### WHAT YOU HAVE TO DO:
Pull out every line with the word "main" from the entries below.

### TASK INPUT:

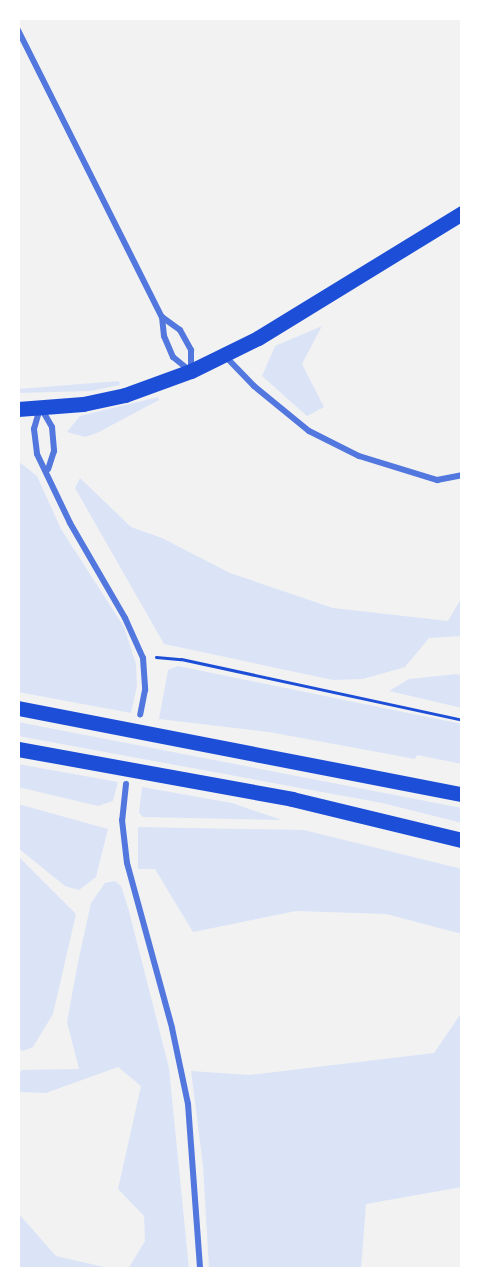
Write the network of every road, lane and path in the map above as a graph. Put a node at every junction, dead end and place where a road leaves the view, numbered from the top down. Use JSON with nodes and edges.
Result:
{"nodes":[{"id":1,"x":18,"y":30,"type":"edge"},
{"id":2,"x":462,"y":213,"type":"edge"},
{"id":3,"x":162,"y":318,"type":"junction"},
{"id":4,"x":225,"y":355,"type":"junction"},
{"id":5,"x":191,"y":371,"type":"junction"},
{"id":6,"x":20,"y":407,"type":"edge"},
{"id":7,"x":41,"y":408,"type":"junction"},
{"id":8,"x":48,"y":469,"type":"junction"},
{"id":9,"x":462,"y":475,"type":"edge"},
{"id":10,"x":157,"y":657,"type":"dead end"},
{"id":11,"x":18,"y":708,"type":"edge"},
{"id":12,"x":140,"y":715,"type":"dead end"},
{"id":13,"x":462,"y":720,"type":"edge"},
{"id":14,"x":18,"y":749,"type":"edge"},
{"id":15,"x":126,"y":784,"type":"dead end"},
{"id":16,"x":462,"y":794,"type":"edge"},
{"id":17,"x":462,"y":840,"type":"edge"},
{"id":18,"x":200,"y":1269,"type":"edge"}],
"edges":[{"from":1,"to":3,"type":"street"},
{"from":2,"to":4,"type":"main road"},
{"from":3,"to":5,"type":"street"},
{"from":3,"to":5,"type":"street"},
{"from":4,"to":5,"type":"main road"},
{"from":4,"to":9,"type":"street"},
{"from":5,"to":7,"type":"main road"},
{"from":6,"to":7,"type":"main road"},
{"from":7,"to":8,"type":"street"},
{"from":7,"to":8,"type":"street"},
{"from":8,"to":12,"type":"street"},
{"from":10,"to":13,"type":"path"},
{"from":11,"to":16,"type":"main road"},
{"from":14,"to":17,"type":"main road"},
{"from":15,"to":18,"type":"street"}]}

### SOLUTION TO THE EXERCISE:
{"from":2,"to":4,"type":"main road"},
{"from":4,"to":5,"type":"main road"},
{"from":5,"to":7,"type":"main road"},
{"from":6,"to":7,"type":"main road"},
{"from":11,"to":16,"type":"main road"},
{"from":14,"to":17,"type":"main road"},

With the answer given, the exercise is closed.